As part of headspace Newcastle’s strategic planning day, Ellis Jones coordinated an interactive workshop that involved headspace Newcastle’s staff and key stakeholders (such as mental health experts and youth reference groups). Our team was called on to:
- Analyse and extract insights from quantitative and qualitative research reporting to define community mental health needs and headspace Newcastle’s market context.
- Engage headspace Newcastle staff and stakeholders in a strategic planning process and cultivate an environment where aspirations, learnings, insights and frustrations could be openly discussed.
- Identify opportunities to better integrate the voice of young people in headspace Newcastle’s ongoing organisational and strategic planning.
- Design and facilitate workshops to determine where headspace Newcastle was best placed to address the needs of young people and their communities, while addressing challenges such as diverse settings, culture and systems. To do so, a shared value framing was used.
Outcome
To guide headspace Newcastle’s strategic plan development, Ellis Jones produced a report which shared key insights from the strategic planning day and artefacts from the design-led process.

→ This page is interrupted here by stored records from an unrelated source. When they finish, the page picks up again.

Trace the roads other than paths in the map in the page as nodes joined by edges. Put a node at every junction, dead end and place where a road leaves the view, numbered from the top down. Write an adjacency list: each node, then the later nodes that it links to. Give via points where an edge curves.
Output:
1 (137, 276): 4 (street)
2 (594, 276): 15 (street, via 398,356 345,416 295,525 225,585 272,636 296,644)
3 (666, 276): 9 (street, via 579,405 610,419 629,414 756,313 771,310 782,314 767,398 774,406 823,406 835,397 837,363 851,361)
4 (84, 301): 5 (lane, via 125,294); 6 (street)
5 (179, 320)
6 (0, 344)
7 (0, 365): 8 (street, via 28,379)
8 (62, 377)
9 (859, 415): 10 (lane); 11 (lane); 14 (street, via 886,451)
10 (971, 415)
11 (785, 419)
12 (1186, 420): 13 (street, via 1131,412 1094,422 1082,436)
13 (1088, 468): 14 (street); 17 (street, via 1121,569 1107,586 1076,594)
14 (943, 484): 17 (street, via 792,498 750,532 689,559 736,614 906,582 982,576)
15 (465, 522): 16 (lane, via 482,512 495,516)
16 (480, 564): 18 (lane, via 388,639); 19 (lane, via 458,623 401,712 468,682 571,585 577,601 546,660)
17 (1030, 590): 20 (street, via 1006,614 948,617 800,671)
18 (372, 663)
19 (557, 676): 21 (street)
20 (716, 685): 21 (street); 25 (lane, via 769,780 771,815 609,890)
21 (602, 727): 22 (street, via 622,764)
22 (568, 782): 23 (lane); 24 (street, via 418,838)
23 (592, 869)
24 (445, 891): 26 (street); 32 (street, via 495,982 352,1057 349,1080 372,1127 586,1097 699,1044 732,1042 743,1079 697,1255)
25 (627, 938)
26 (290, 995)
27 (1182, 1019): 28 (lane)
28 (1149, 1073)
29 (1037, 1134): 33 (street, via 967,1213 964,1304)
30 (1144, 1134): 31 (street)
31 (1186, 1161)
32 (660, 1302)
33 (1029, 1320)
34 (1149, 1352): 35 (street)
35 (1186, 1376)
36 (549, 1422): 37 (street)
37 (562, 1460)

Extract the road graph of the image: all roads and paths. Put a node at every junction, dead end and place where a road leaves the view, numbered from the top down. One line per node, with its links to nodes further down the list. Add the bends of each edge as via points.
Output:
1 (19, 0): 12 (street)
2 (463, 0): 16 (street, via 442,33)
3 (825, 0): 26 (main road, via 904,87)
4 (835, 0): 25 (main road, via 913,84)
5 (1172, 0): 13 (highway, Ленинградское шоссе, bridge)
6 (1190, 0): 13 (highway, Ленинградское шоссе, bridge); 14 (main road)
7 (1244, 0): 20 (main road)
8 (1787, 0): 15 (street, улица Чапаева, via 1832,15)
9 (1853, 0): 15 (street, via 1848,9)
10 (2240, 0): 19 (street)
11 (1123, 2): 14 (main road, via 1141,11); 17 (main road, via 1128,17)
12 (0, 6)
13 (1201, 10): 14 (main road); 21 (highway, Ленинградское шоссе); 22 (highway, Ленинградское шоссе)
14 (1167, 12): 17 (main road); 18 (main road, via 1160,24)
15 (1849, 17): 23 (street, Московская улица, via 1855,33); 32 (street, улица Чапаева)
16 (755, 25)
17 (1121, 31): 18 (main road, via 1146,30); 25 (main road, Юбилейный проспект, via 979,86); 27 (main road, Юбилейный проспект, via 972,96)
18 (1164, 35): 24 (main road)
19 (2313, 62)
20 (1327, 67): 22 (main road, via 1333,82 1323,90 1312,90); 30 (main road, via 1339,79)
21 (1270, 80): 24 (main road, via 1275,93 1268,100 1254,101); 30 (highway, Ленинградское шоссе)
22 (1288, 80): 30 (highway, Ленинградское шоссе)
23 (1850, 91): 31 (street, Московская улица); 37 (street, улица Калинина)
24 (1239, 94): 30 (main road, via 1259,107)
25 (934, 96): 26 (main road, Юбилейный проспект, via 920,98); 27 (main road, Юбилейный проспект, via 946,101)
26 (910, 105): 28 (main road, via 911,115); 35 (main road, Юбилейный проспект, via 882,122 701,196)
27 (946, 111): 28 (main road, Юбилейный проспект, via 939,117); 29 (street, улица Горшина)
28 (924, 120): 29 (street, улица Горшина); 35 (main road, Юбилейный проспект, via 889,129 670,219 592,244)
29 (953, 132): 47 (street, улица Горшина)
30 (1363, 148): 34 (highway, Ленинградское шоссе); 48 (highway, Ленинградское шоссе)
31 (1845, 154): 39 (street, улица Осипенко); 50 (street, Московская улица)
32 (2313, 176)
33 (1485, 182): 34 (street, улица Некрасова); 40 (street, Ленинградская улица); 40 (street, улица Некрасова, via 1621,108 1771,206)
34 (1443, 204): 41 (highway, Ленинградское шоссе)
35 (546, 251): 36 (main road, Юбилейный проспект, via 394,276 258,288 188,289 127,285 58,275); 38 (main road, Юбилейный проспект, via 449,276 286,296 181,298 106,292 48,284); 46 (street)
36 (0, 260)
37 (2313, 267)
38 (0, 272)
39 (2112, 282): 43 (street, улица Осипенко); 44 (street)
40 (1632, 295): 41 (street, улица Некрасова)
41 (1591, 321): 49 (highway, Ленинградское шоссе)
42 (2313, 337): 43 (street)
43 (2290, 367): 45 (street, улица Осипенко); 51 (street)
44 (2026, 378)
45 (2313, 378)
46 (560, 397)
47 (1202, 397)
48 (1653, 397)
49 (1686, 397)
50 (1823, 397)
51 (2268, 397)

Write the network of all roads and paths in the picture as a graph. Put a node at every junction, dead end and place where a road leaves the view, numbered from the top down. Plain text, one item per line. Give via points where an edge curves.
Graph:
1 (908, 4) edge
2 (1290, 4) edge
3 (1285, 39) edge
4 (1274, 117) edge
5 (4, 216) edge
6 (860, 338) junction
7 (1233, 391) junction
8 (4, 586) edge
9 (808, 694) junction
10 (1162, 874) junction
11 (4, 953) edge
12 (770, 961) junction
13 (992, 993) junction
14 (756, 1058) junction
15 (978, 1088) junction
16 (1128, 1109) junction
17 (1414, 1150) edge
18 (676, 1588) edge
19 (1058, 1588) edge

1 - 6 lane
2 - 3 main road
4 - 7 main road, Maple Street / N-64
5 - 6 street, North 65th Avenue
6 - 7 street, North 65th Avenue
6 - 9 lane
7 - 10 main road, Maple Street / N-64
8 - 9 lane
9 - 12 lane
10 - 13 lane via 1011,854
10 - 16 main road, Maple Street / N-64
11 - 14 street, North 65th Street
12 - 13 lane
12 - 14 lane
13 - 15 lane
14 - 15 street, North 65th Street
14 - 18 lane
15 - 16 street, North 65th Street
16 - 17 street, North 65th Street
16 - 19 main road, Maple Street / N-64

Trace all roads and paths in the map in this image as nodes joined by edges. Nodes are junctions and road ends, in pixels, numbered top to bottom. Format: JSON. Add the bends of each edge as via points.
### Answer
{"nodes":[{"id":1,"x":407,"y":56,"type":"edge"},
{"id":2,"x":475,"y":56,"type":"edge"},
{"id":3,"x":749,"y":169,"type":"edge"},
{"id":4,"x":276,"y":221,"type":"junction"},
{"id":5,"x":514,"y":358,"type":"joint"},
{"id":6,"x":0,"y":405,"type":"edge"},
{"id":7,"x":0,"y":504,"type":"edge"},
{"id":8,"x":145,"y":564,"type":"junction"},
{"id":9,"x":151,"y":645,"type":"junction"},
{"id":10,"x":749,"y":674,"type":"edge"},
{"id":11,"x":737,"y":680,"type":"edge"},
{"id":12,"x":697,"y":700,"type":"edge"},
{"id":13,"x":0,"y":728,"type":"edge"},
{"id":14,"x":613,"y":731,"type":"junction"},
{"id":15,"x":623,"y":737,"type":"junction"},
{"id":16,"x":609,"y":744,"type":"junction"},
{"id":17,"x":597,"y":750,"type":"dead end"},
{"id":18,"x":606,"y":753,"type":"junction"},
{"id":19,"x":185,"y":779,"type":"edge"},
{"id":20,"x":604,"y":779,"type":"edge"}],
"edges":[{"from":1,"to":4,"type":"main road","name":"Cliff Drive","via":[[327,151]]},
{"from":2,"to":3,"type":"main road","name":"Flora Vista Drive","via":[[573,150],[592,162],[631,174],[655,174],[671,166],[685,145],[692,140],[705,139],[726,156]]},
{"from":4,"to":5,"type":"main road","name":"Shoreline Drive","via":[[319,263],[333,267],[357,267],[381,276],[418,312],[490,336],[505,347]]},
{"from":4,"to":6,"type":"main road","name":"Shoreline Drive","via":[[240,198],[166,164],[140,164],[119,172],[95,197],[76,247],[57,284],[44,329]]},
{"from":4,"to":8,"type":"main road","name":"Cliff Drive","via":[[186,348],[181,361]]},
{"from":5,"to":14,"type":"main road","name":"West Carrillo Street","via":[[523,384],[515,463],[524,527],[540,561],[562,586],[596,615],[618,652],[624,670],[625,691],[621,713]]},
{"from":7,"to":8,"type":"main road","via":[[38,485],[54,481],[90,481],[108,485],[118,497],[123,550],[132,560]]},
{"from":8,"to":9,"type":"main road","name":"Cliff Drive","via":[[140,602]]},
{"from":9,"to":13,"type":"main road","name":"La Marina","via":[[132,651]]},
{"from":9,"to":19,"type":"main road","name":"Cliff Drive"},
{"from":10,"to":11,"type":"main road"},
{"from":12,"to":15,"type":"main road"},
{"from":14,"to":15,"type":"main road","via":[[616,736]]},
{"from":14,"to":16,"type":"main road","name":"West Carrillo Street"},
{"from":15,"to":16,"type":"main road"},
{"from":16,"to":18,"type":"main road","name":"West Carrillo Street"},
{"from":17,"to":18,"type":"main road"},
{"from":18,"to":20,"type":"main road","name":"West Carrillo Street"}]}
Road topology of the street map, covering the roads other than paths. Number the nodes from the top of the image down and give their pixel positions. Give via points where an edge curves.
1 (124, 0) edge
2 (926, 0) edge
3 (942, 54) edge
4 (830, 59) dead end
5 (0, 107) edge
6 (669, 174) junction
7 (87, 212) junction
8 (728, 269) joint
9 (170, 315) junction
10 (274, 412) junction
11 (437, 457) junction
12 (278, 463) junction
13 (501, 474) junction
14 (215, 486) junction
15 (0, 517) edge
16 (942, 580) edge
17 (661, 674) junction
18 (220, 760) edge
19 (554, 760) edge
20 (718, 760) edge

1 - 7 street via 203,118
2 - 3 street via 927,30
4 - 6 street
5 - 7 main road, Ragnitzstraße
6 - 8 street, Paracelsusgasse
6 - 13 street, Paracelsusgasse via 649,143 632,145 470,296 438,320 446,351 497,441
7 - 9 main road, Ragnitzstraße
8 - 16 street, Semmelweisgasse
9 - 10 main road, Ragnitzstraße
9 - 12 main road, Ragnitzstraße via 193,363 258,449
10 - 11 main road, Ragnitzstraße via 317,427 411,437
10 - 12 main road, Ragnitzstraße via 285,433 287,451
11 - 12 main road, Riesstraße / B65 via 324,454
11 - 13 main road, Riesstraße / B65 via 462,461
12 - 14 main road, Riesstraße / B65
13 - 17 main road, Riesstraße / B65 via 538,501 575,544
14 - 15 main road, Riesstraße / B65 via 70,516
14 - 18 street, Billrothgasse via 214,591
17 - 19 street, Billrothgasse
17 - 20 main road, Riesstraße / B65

Actionable insights included:
- Reaching a wider range of young people in Newcastle and working with partners to engage these groups.
- Engaging more specific groups of young people (particularly those transitioning to adult care)
- Supporting staff to strengthen coordination.
The shared value framing activity surfaced opportunities that could be sustainably addressed over time and defined how each idea could address an opportunity/challenge in the mental health sector as well as create a social health outcome.
Decision making factors were also defined to help guide strategic prioritisation.
This report has been endorsed and presented to headspace Newcastle employees so that findings can be implemented across the organisation.